By David Brunnstrom, Michael Martina and David Lawder
WASHINGTON (Reuters) -China’s commerce minister will visit the United States next week for meetings with the commerce secretary and Washington’s top trade official, the spokesperson for China’s embassy in Washington said on Thursday, as the U.S. seeks engagement with Beijing to salve damaged ties.
Liu Pengyu made the announcement at a Chinese embassy online briefing with journalists, adding that Beijing was open to communication at all levels with United States, but only on the basis of mutual respect.
A source familiar with planning for the meetings said that Chinese Commerce Minister Wang Wentao will meet with Commerce Secretary Gina Raimondo in Washington next week before traveling to Detroit for a meeting of Asia Pacific Economic Cooperation (APEC) trade ministers. He will meet with U.S. Trade Representative Katherine Tai on the sidelines of that gathering, scheduled for May 25-26.
Spokespersons for Tai’s and Raimondo’s offices did not respond to requests for comment.
Washington has expressed eagerness for high-level meetings with China in an effort to keep increasingly tense relations from veering toward conflict.

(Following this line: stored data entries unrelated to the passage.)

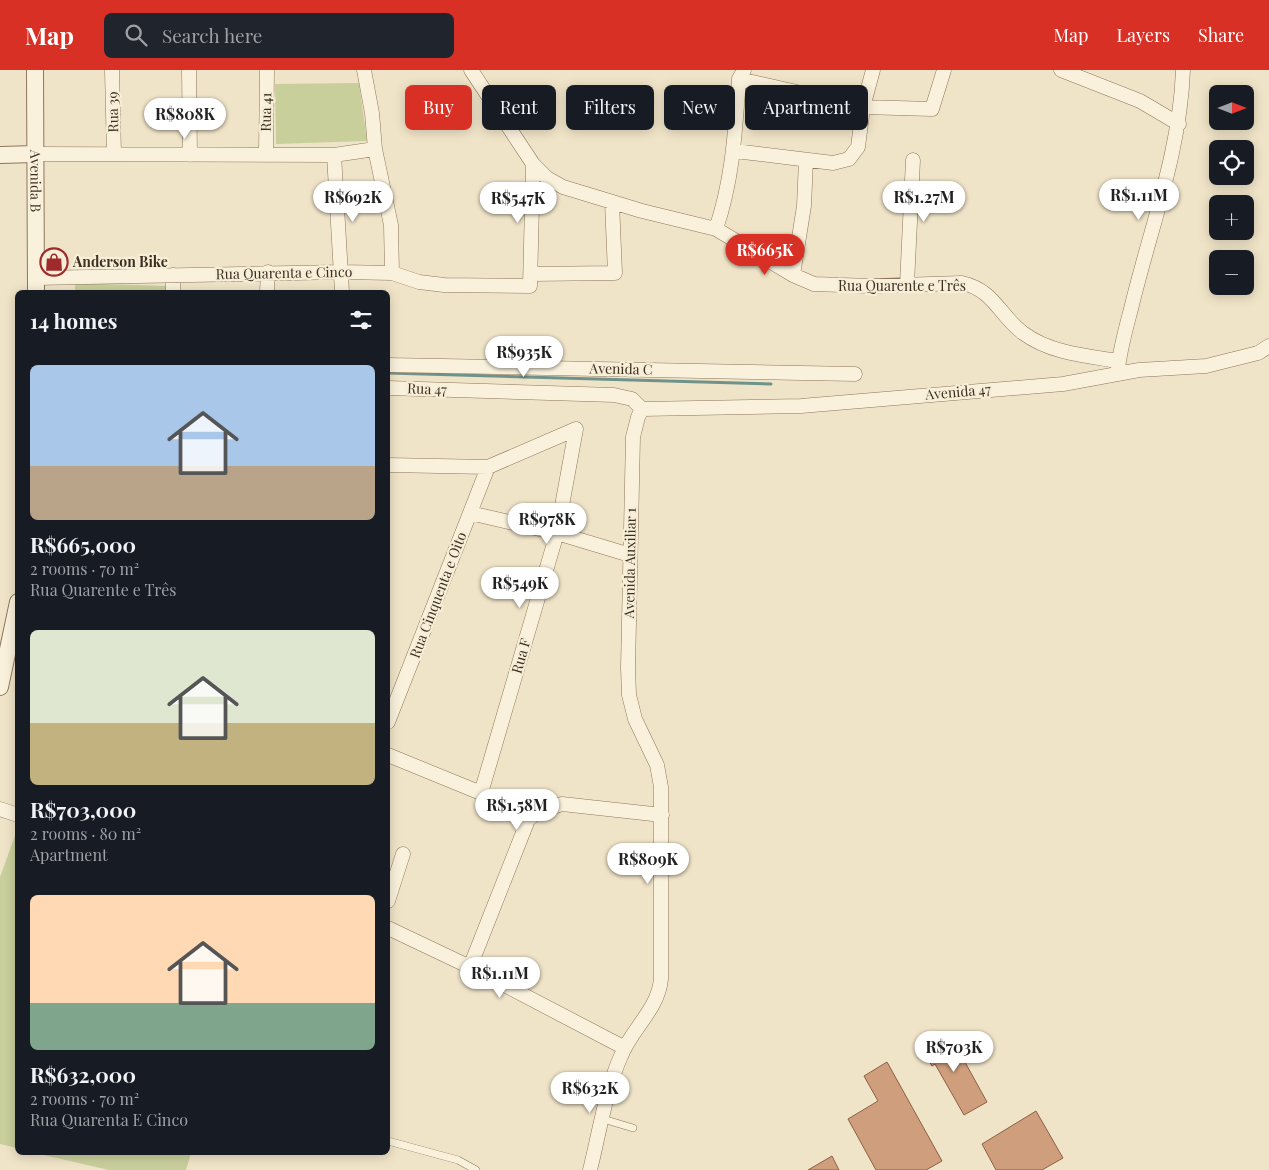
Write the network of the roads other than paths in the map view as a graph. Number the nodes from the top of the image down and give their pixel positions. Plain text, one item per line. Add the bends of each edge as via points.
1 (35, 70) edge
2 (112, 70) edge
3 (189, 70) edge
4 (267, 70) edge
5 (364, 70) edge
6 (471, 70) edge
7 (873, 70) edge
8 (944, 70) edge
9 (1061, 70) edge
10 (1183, 70) edge
11 (742, 75) edge
12 (780, 85) edge
13 (868, 88) edge
14 (868, 107) edge
15 (1179, 124) junction
16 (860, 130) edge
17 (375, 149) junction
18 (735, 151) junction
19 (36, 154) junction
20 (114, 154) junction
21 (266, 154) junction
22 (0, 155) edge
23 (190, 155) junction
24 (334, 155) junction
25 (806, 160) junction
26 (913, 160) dead end
27 (533, 164) junction
28 (612, 202) junction
29 (716, 229) junction
30 (268, 272) junction
31 (342, 272) junction
32 (392, 273) junction
33 (173, 275) junction
34 (793, 275) junction
35 (531, 280) junction
36 (907, 284) junction
37 (36, 285) edge
38 (173, 290) edge
39 (267, 290) edge
40 (342, 290) edge
41 (1269, 346) edge
42 (390, 365) edge
43 (1118, 367) junction
44 (855, 374) dead end
45 (390, 388) edge
46 (642, 409) junction
47 (390, 465) edge
48 (488, 467) junction
49 (470, 513) junction
50 (557, 533) junction
51 (630, 555) junction
52 (15, 616) edge
53 (0, 687) edge
54 (390, 717) edge
55 (390, 756) edge
56 (481, 793) junction
57 (0, 809) edge
58 (15, 814) edge
59 (662, 815) junction
60 (528, 820) junction
61 (402, 854) dead end
62 (390, 894) edge
63 (390, 929) edge
64 (470, 967) junction
65 (625, 1048) junction
66 (603, 1119) junction
67 (633, 1128) dead end
68 (390, 1142) edge
69 (476, 1170) edge
70 (590, 1170) edge

1 - 19 street, Avenida B
2 - 20 street, Rua 39
3 - 23 street
4 - 21 street, Rua 41
5 - 17 street
6 - 27 street, Rua Quarente e Três
7 - 13 street
8 - 14 street via 932,109
9 - 15 street via 1140,101
10 - 15 street
11 - 12 street
11 - 18 street
15 - 43 street
16 - 25 street via 858,147 849,159 833,162
17 - 24 street
17 - 32 street via 392,225
18 - 25 street
18 - 29 street via 730,183
19 - 20 street
19 - 22 street
19 - 37 street, Avenida B
20 - 23 street
21 - 23 street
21 - 24 street
24 - 31 street
25 - 34 street via 804,206
26 - 36 street
27 - 28 street, Rua Quarente e Três via 547,178 563,187
27 - 35 street
28 - 29 street, Rua Quarente e Três
28 - 35 street, Rua Quarenta e Cinco via 615,273
29 - 34 street, Rua Quarente e Três
30 - 31 street, Rua Quarenta e Cinco
30 - 33 street, Rua Quarenta e Cinco
30 - 39 street
31 - 32 street, Rua Quarenta e Cinco
31 - 40 street
32 - 35 street, Rua Quarenta e Cinco via 419,282 444,285
33 - 37 street, Rua Quarenta e Cinco
33 - 38 street
34 - 36 street, Rua Quarente e Três via 814,284 839,286
36 - 43 street, Rua Quarente e Três via 962,283 976,286 1021,332 1034,340
41 - 43 street, Avenida 47 via 1206,366
42 - 44 street, Avenida C
43 - 46 street, Avenida 47 via 1090,380 1063,384 800,406
45 - 46 street, Rua 47 via 614,395 632,399
46 - 51 street, Avenida Auxiliar 1 via 633,437
47 - 48 street
48 - 49 street, Rua Cinquenta e Oito
48 - 50 street, Rua F via 576,429
49 - 50 street
49 - 54 street, Rua Cinquenta e Oito
50 - 51 street
50 - 56 street, Rua F
51 - 59 street, Avenida Auxiliar 1 via 629,695 635,719 657,765
52 - 53 street
55 - 56 street
56 - 60 street
57 - 58 street
59 - 60 street via 562,804 537,812
59 - 65 street, Avenida Auxiliar 1 via 661,985 649,1014
60 - 64 street
61 - 62 street
63 - 64 street
64 - 65 street
65 - 66 street, Avenida Auxiliar 1
66 - 67 lane
66 - 70 street
68 - 69 lane via 458,1160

President Joe Biden’s national security adviser Jake Sullivan met China’s top diplomat Wang Yi last week in Vienna, and both sides recognized the need to move beyond an alleged spy balloon incident that dented relations between the superpowers, a senior U.S. official has said.
Biden has been seeking to hold a phone call with Chinese President Xi Jinping but neither side has offered updates on the prospects for such a call, or on the possibility of rescheduling a visit to Beijing by U.S. Secretary of State Antony Blinken.
Blinken postponed a planned February trip after the U.S. shot down a Chinese balloon that flew over sensitive military sites.
“It is imperative for the U.S. side to adopt a correct perception of China and we hope the U.S. side will return to a rational and pragmatic China policy for the two countries to better develop themselves and prosper together,” Liu told reporters.
Liu said China and the U.S. should put into practice what has been agreed between Xi and Biden at their last meeting in November and properly handle sensitive issues such as Taiwan, the democratically self-governed island claimed by China.
The U.S. and Taiwan on Thursday agreed on an initial trade pact, a move likely to anger China, which sees official engagement by the island with other countries as a violation of its sovereignty.
“China is open to communication at all levels and cooperation across the fields with the United States, but only on the basis of mutual respect, equality and mutual benefit,” Liu said before that trade deal was announced.
He added that the U.S. should work with China to “create favorable conditions for the future interactions between the two presidents.”
Some Biden administration critics, including Republican lawmakers, have questioned U.S. overtures to Beijing to hold high-level meetings, arguing that past decades of engagement have failed to change China’s calculus on a slate of trade, security and human rights issues.
Blinken, Raimondo, and U.S. Treasury Secretary Janet Yellen have all expressed interest in visiting China.